> HOW TO COMPLETE THIS TASK
What is the number of lines in the entries that contain the word "Please"? Reply with that number only.

> TASK INPUTS
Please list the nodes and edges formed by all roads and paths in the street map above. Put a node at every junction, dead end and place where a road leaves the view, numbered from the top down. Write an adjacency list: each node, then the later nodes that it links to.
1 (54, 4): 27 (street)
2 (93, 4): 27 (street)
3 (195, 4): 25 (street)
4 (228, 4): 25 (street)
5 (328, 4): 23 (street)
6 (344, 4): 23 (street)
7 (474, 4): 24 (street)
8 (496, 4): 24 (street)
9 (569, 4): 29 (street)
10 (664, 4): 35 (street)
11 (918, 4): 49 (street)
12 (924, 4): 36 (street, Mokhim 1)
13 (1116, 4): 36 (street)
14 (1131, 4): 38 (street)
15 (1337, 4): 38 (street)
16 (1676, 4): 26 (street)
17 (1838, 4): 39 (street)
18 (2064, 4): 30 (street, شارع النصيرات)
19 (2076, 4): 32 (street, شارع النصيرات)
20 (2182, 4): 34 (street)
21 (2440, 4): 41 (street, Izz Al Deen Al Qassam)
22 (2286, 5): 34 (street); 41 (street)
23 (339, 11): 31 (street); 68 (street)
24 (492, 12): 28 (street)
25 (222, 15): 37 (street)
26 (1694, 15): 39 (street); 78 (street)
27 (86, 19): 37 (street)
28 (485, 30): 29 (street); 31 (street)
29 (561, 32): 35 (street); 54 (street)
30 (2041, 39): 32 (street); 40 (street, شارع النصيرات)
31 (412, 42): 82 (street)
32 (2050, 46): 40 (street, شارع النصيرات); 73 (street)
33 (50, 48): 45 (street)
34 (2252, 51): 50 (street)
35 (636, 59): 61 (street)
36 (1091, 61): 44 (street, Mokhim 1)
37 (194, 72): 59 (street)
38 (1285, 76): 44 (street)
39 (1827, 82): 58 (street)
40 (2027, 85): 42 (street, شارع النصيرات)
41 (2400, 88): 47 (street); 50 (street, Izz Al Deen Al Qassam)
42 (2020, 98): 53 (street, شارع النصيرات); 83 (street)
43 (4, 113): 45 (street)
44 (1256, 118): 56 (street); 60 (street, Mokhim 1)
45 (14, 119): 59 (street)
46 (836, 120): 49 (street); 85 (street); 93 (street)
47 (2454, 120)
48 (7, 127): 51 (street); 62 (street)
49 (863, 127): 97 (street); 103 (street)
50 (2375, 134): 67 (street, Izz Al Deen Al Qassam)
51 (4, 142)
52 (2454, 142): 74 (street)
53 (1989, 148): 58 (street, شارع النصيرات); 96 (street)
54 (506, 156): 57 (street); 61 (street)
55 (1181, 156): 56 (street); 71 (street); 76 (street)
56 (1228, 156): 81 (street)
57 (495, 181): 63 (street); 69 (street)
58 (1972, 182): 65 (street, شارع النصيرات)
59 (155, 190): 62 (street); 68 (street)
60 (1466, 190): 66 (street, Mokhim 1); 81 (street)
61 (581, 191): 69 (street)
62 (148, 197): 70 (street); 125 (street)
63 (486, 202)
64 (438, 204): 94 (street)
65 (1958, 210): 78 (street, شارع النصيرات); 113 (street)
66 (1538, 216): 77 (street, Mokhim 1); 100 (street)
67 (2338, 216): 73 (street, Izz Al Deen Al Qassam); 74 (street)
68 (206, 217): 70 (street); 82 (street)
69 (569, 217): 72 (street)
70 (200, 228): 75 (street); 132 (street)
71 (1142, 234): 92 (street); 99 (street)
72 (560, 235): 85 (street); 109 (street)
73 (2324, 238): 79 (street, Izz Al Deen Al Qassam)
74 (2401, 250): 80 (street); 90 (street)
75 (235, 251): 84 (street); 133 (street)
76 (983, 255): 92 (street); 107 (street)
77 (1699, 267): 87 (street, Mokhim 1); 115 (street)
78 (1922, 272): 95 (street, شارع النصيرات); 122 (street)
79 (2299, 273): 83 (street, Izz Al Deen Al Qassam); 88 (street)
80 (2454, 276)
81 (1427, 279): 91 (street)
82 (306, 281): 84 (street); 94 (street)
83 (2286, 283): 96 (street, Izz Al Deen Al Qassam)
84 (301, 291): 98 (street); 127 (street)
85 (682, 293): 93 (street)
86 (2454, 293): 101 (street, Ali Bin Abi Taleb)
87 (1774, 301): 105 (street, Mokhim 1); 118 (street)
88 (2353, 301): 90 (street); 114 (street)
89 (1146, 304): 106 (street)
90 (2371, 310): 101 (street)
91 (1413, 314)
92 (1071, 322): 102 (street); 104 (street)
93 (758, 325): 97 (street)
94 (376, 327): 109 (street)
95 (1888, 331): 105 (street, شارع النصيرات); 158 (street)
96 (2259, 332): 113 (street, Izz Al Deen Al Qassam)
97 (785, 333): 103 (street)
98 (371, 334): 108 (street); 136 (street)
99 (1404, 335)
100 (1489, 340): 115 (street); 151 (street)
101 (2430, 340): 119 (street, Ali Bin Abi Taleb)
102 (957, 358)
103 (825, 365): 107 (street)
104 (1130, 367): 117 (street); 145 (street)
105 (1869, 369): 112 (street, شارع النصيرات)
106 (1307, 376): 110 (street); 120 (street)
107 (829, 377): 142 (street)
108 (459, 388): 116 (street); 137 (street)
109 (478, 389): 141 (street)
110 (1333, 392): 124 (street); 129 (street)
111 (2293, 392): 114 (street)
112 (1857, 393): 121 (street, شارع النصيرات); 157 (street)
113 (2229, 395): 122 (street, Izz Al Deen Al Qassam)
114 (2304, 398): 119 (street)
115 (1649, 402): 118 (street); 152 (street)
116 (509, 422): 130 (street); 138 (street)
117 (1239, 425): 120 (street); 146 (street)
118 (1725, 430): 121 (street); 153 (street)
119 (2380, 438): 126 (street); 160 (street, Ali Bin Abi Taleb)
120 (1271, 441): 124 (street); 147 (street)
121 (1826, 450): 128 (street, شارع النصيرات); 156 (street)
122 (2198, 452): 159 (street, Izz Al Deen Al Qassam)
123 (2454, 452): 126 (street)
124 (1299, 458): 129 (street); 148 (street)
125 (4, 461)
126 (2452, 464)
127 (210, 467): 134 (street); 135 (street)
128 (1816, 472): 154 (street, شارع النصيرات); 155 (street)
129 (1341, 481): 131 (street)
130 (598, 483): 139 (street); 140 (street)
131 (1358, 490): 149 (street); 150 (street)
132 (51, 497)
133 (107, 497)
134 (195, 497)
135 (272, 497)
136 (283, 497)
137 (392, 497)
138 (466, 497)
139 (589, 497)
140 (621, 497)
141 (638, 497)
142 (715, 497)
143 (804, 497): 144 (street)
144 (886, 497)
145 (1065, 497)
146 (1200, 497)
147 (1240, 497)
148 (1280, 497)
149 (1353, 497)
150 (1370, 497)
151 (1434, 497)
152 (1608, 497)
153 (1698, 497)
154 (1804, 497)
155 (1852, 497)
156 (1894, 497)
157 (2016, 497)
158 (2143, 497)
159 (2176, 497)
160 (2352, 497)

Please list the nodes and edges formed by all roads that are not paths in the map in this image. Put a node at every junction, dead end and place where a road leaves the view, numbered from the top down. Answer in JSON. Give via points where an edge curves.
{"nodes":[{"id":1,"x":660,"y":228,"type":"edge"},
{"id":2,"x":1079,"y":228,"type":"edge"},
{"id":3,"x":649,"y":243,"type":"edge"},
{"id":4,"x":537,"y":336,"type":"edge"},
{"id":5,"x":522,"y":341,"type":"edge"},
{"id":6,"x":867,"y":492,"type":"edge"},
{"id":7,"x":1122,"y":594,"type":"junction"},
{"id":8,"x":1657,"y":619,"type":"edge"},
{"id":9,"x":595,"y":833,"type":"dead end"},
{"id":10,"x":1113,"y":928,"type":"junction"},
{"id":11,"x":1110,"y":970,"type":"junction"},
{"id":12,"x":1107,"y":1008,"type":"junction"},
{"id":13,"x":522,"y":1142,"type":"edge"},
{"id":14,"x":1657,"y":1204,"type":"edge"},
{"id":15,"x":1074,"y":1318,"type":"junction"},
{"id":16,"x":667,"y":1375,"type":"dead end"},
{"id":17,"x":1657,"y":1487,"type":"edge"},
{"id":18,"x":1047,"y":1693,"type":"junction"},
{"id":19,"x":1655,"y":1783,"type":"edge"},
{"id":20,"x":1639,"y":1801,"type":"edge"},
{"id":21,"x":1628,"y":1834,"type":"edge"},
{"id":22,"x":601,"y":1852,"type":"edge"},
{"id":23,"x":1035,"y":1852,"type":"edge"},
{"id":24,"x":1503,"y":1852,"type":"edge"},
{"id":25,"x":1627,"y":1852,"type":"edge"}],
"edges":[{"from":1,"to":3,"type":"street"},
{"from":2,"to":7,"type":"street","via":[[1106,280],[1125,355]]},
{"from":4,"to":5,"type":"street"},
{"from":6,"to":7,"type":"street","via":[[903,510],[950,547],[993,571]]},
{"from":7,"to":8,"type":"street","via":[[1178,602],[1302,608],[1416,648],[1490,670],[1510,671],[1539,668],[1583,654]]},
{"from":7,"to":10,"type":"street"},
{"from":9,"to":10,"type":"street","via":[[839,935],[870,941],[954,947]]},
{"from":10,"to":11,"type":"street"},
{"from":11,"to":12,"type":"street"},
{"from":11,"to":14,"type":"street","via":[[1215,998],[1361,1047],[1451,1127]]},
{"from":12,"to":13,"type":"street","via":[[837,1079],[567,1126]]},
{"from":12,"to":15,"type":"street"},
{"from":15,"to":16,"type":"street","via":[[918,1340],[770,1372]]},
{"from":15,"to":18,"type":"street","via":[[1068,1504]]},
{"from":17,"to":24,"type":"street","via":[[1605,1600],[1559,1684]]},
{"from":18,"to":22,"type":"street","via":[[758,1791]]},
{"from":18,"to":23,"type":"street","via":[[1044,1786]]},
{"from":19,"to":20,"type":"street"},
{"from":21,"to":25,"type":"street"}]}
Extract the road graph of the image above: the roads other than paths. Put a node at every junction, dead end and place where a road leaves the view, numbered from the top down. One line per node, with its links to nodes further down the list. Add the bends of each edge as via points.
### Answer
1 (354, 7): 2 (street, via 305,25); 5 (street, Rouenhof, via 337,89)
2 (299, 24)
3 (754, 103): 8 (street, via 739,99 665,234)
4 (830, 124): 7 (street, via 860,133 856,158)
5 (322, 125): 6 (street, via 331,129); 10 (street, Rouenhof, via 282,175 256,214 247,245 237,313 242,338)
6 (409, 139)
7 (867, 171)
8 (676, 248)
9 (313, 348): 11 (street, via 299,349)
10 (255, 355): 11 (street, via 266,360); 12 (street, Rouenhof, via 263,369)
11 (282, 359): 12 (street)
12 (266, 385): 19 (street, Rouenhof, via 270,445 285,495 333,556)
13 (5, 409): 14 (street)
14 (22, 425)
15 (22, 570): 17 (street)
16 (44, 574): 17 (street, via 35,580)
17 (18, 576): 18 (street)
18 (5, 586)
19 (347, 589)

> TASK RESPONSE
2